■ **SUPPLIED RECORDS**
..........

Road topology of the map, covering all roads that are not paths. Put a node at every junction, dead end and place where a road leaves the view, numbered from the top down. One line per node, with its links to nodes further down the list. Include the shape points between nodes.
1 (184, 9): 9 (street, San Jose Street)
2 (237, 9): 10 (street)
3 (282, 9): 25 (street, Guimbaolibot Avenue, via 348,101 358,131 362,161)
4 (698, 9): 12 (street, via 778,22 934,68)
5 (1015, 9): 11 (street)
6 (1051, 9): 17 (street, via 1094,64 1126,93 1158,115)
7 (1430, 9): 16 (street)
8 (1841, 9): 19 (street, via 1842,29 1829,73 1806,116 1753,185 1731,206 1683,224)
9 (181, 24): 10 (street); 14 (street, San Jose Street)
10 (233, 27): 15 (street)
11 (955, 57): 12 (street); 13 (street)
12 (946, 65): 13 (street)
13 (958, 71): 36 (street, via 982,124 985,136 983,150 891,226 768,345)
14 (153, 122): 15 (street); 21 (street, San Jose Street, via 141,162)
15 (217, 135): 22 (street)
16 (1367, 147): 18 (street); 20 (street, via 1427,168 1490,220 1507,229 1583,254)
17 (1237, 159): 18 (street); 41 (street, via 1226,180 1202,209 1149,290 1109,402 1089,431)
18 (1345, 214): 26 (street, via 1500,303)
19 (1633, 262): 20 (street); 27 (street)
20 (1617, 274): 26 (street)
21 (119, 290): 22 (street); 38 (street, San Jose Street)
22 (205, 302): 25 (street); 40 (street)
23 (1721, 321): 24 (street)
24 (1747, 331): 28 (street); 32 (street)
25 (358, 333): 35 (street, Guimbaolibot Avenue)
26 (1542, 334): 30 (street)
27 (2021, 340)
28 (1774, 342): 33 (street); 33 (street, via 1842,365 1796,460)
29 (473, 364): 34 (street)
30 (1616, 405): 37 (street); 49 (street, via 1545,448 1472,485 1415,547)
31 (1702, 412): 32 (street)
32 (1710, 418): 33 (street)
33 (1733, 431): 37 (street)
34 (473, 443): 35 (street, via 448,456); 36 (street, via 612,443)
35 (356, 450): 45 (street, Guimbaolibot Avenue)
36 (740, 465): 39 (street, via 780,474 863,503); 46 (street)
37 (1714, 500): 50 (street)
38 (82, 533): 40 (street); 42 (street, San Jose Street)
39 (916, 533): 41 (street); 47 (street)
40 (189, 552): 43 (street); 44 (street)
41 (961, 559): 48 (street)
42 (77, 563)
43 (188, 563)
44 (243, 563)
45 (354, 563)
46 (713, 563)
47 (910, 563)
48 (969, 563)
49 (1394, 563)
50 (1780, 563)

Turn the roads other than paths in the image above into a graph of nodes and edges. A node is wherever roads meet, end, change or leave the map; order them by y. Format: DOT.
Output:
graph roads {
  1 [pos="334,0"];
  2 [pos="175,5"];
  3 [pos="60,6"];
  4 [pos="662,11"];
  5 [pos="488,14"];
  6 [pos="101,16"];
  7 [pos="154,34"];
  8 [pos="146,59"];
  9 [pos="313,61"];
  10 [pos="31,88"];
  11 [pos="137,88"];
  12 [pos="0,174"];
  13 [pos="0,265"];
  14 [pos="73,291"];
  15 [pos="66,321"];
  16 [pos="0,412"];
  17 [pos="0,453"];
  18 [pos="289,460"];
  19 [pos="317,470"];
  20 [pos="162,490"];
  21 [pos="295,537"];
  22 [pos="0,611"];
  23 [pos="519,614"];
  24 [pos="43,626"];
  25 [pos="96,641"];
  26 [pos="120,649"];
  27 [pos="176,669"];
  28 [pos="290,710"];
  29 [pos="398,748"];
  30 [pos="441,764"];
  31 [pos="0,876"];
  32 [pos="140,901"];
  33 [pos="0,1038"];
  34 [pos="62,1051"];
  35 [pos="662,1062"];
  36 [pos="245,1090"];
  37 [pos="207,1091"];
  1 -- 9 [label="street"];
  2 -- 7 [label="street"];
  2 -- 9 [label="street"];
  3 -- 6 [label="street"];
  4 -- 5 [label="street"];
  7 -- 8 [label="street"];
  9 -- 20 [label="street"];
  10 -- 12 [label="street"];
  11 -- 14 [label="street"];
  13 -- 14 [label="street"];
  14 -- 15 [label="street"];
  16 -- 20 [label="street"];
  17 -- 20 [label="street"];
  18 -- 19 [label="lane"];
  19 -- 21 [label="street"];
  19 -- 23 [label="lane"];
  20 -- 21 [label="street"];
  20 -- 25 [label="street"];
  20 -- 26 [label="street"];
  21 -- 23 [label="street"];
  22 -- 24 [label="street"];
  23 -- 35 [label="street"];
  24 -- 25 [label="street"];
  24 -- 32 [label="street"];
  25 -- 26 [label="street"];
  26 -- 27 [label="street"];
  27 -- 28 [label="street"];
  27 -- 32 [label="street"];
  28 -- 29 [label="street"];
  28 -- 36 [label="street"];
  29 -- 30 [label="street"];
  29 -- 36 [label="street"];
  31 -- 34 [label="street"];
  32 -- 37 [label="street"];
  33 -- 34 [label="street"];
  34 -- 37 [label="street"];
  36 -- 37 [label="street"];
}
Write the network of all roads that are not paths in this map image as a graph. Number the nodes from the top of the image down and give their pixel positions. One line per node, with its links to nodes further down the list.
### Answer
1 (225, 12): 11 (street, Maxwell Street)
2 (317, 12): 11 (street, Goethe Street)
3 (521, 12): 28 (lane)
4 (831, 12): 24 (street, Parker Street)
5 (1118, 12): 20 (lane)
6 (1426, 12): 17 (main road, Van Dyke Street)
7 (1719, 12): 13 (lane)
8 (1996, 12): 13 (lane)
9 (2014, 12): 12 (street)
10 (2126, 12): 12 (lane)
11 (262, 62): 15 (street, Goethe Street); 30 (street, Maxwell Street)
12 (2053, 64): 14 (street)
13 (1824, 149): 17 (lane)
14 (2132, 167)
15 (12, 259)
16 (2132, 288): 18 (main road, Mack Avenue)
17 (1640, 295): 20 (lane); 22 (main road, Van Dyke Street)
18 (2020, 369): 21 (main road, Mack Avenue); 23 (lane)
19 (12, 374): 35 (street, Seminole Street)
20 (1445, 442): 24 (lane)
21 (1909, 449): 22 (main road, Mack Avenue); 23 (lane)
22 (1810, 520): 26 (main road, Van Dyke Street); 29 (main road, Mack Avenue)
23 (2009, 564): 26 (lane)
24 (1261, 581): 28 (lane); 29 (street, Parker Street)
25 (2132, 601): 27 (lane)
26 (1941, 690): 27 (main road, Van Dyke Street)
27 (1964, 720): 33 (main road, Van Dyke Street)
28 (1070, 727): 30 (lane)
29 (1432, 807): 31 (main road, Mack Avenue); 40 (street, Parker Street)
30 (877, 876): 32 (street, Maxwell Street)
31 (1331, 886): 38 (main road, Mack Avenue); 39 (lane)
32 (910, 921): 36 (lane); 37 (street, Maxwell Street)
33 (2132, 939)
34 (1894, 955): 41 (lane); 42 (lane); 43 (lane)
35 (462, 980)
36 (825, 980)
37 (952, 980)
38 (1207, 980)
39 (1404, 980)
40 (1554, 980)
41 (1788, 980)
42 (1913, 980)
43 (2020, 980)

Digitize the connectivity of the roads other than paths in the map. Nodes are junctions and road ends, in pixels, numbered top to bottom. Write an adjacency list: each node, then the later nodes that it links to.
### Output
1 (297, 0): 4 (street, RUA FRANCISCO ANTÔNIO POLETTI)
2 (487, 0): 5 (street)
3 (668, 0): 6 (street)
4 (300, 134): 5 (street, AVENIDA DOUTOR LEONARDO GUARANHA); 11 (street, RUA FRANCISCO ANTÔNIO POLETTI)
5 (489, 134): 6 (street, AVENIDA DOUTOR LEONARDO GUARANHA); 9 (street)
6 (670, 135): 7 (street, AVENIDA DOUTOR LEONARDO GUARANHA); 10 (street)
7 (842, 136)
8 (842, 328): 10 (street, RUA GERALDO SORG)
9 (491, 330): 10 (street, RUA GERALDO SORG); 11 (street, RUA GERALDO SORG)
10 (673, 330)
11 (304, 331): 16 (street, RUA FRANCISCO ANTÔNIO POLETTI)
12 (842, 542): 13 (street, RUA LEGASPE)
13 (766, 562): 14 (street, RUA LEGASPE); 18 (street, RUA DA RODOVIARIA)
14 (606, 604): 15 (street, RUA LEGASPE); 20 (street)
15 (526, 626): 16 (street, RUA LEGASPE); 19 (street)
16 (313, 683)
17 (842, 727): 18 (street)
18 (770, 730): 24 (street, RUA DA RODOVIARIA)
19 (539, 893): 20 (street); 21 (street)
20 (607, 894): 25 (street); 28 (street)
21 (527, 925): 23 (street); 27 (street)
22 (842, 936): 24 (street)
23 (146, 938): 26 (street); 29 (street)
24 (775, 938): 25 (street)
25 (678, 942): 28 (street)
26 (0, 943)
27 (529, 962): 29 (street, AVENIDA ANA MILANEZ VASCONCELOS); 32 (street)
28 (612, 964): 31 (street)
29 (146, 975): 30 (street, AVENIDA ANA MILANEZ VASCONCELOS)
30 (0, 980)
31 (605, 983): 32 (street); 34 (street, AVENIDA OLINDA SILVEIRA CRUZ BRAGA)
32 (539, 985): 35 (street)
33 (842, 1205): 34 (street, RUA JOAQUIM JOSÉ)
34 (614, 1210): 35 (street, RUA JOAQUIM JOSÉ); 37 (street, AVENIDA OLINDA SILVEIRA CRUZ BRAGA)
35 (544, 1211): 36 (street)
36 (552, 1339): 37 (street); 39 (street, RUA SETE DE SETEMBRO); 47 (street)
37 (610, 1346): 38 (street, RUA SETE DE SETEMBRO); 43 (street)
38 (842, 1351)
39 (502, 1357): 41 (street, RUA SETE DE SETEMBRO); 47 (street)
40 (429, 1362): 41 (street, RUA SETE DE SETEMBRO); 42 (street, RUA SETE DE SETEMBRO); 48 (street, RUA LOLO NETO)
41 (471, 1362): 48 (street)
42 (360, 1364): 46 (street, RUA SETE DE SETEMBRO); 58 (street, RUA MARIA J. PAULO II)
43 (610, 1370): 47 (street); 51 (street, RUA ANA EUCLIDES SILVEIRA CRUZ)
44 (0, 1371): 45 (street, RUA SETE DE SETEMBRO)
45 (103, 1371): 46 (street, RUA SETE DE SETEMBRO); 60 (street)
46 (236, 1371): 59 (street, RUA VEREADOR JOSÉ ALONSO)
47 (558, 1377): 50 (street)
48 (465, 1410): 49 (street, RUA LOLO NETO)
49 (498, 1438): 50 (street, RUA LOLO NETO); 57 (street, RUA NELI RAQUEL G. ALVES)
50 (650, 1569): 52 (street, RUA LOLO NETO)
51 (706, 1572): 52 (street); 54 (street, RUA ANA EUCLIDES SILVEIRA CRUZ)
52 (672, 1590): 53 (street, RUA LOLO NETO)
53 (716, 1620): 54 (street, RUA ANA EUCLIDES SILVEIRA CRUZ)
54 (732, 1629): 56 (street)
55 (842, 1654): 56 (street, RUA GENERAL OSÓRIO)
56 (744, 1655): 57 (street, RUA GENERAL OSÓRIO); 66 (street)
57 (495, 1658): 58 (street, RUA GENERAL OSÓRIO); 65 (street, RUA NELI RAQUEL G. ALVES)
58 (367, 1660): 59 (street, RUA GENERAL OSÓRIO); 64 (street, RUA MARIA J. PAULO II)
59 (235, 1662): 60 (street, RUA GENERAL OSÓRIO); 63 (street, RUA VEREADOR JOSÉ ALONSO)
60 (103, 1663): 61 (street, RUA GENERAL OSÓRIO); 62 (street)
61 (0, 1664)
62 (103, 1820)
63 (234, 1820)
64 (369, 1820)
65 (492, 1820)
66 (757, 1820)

..........

■ **EXERCISE**
Copy out every line of the listing where the word "from" occurs.

■ **EXPECTED OUTPUT**
Road topology of the map, covering all roads that are not paths. Put a node at every junction, dead end and place where a road leaves the view, numbered from the top down. One line per node, with its links to nodes further down the list. Include the shape points between nodes.
Write the network of all roads that are not paths in this map image as a graph. Number the nodes from the top of the image down and give their pixel positions. One line per node, with its links to nodes further down the list.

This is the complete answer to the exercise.